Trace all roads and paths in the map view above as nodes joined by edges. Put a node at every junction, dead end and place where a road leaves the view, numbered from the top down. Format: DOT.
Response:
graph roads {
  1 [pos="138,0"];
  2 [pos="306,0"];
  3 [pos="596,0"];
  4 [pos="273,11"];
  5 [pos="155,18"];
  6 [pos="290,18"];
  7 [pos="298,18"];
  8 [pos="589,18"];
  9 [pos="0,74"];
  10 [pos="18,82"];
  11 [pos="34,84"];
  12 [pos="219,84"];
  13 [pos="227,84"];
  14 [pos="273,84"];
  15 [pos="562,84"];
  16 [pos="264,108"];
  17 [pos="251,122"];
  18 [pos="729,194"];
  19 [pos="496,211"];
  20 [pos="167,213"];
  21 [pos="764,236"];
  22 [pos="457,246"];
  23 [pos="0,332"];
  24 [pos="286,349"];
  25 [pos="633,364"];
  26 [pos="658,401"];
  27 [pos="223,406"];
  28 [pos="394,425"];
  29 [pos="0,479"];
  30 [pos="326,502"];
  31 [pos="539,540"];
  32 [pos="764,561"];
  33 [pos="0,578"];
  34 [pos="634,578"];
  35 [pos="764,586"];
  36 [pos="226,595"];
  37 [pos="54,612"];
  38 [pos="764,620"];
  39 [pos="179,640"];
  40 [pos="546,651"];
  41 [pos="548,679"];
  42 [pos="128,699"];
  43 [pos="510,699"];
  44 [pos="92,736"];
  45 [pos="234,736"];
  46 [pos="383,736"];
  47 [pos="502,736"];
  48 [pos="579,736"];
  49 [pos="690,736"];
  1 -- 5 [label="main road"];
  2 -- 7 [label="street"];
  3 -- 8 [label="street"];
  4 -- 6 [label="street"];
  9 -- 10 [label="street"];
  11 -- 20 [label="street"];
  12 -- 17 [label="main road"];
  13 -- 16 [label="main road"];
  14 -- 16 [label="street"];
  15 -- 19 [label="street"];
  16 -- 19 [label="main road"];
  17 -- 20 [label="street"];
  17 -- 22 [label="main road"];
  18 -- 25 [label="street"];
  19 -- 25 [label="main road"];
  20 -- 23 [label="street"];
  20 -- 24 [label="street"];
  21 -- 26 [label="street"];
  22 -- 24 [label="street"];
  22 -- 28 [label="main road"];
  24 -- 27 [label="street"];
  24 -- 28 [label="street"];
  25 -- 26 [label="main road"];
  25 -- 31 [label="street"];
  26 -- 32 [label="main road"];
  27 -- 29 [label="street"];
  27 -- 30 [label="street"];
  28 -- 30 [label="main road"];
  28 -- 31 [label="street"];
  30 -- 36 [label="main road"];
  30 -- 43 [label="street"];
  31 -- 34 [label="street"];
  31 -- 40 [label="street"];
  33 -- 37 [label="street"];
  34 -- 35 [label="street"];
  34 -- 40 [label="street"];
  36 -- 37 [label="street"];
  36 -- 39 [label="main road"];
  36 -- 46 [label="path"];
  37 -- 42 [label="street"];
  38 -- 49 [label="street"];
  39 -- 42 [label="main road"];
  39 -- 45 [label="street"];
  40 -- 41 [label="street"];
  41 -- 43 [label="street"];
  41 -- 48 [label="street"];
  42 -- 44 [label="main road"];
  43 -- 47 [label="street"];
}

---

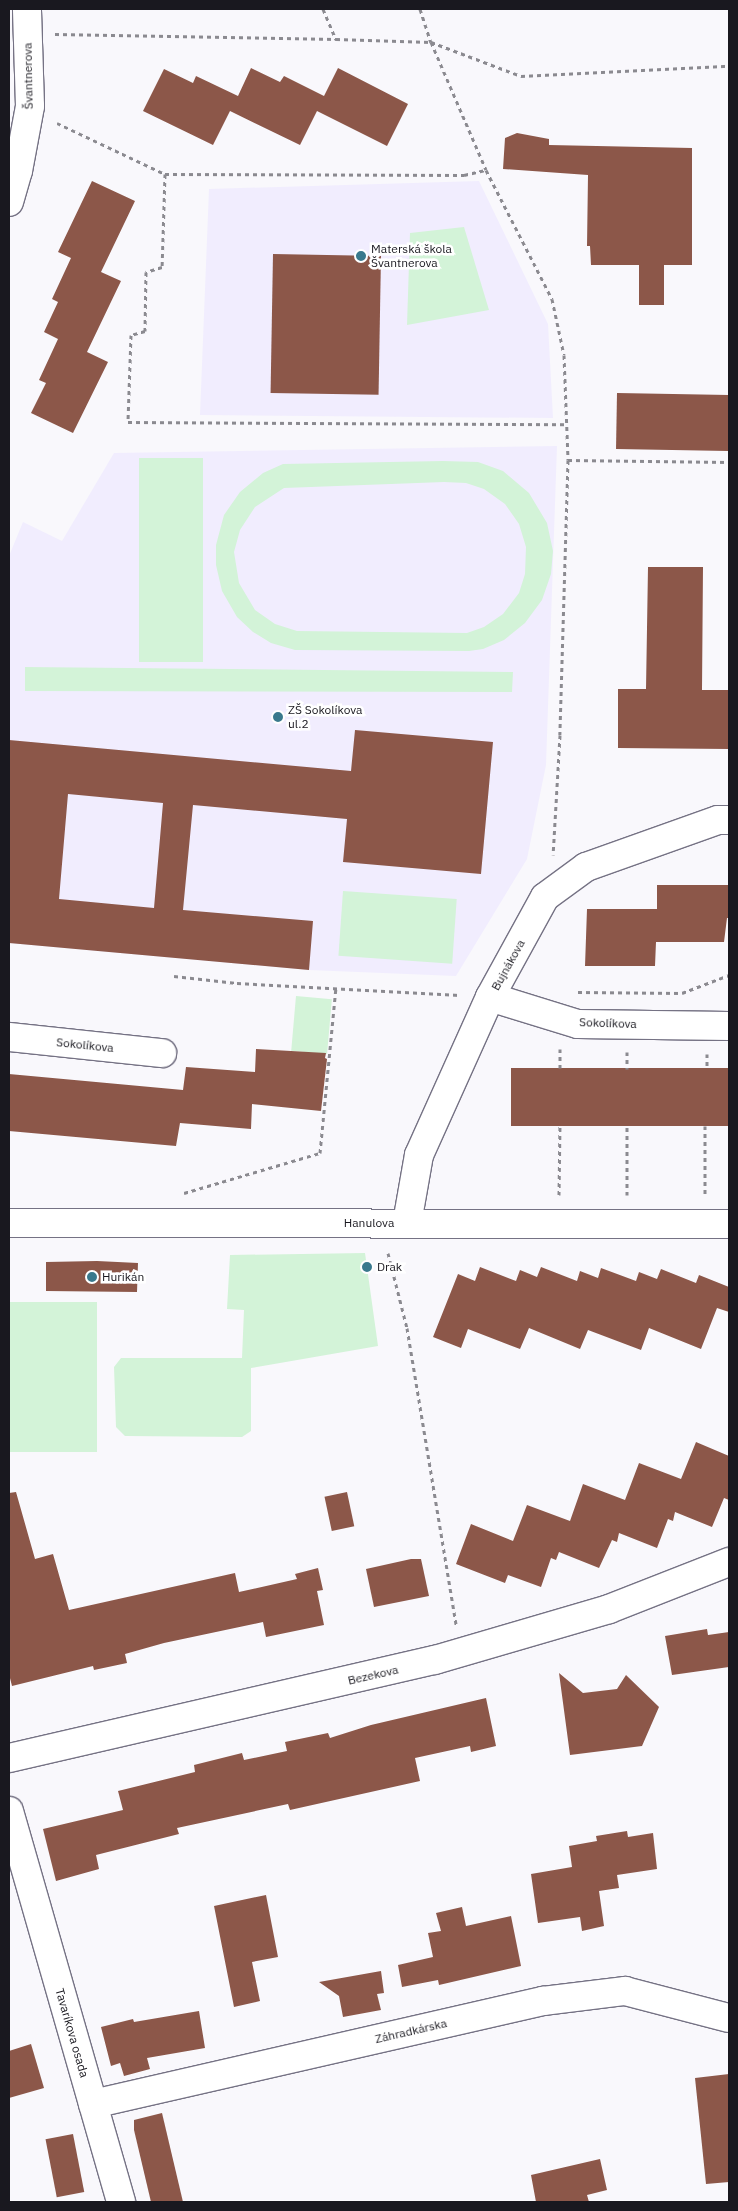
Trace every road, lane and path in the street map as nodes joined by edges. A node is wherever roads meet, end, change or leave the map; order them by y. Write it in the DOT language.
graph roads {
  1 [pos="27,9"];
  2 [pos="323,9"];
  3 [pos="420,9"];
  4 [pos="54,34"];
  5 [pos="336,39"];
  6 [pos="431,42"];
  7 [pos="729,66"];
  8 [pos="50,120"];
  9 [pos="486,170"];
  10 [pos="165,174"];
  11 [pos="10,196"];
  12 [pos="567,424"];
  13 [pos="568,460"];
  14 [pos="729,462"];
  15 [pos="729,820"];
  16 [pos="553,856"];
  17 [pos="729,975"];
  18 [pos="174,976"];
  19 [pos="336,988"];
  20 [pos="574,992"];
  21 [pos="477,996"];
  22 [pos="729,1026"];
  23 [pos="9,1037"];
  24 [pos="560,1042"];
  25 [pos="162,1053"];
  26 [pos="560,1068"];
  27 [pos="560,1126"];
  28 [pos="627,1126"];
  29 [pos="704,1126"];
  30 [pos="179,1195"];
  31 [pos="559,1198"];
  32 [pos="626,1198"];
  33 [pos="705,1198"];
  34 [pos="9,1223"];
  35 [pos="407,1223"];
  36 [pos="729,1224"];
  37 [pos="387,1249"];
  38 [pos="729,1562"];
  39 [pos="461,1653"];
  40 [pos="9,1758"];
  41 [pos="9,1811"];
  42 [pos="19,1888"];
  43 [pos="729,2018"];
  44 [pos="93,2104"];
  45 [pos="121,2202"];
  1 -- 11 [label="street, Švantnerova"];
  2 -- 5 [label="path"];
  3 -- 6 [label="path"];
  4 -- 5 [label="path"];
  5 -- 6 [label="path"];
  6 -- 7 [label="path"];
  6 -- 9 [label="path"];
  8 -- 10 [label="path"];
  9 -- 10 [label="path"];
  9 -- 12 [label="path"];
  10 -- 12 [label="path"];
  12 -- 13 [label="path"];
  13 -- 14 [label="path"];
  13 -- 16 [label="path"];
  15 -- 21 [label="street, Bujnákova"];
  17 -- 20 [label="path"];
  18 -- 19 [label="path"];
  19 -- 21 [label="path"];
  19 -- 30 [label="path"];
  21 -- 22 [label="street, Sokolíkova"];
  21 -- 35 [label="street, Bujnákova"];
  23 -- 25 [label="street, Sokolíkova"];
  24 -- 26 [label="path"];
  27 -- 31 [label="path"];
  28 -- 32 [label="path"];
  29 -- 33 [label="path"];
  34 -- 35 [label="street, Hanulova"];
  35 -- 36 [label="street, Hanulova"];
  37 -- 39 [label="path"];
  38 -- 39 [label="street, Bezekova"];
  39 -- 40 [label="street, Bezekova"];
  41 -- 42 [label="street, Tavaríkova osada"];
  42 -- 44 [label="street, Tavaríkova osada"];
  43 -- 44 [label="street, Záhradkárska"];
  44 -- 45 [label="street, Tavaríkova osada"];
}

* * *

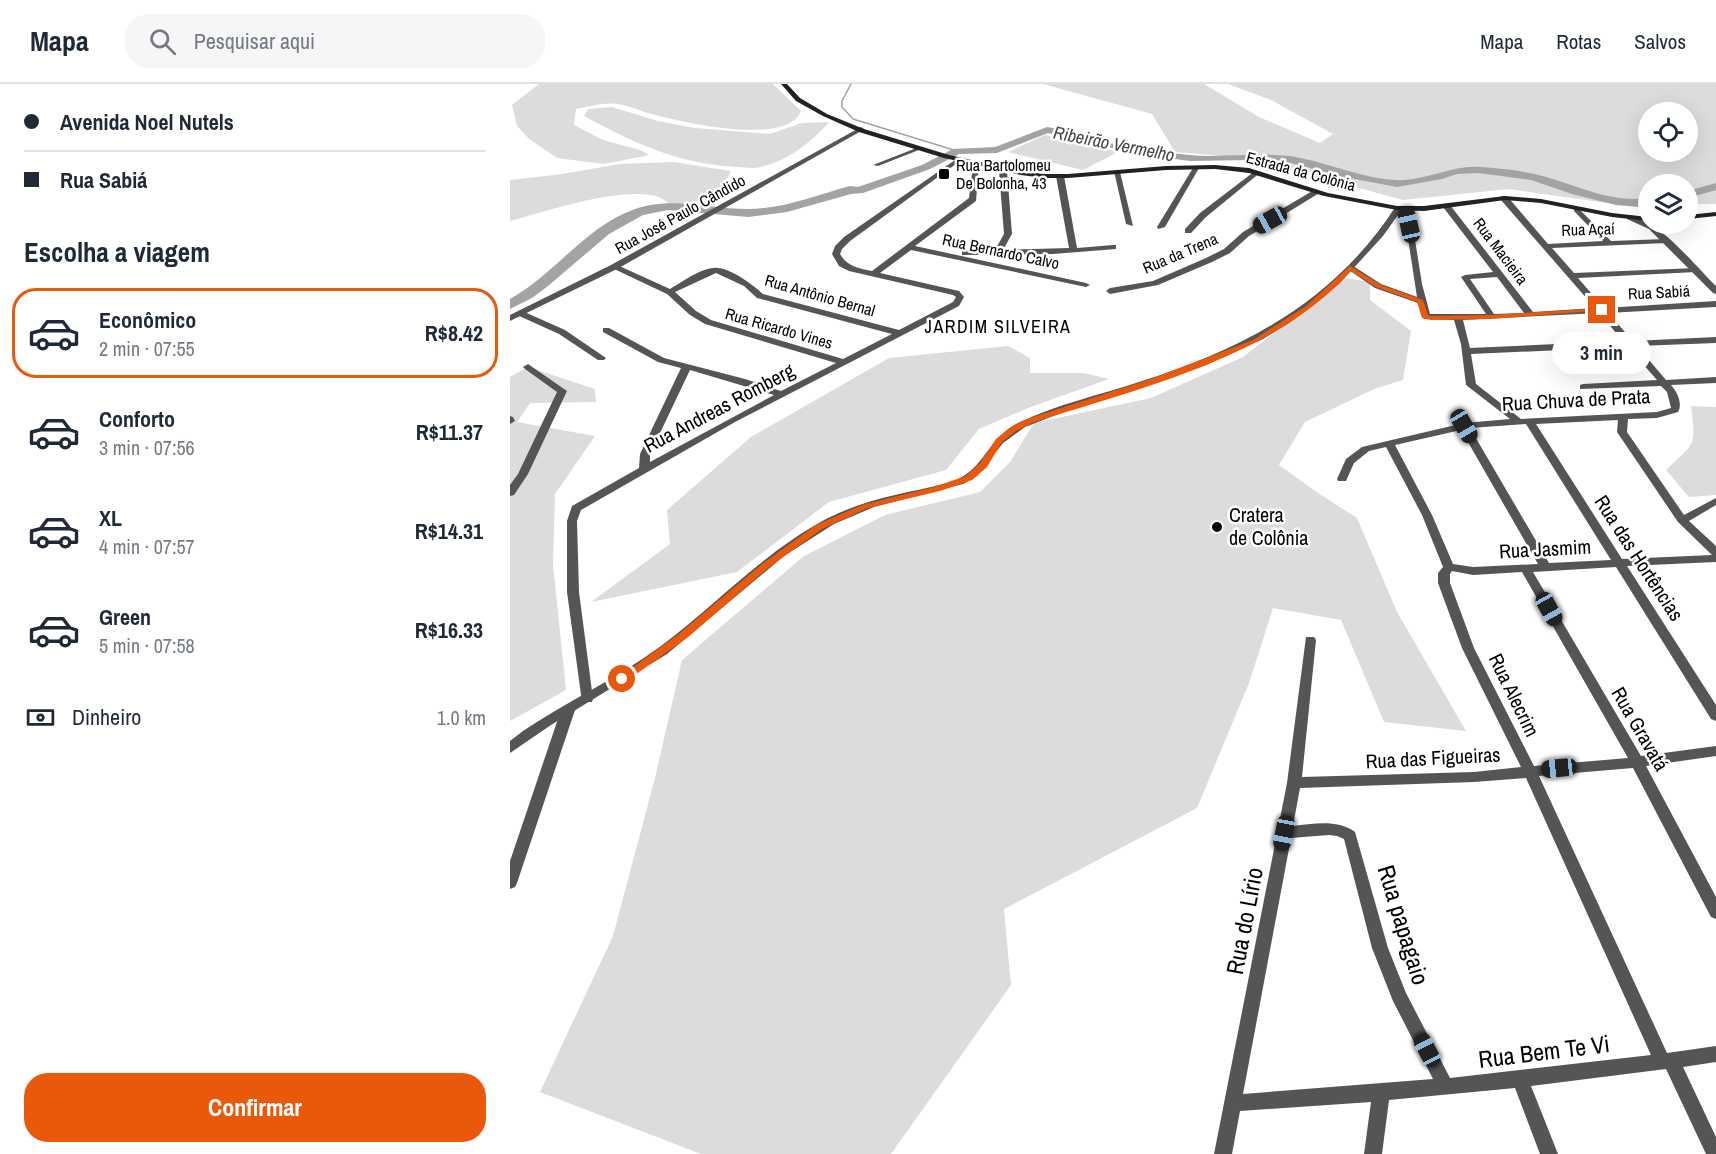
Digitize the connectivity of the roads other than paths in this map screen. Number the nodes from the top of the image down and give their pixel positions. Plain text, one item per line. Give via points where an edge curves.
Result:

### Task requirements
How many lines in the listing above contain the string "from"? Answer with the number only.

### Solution for this problem
2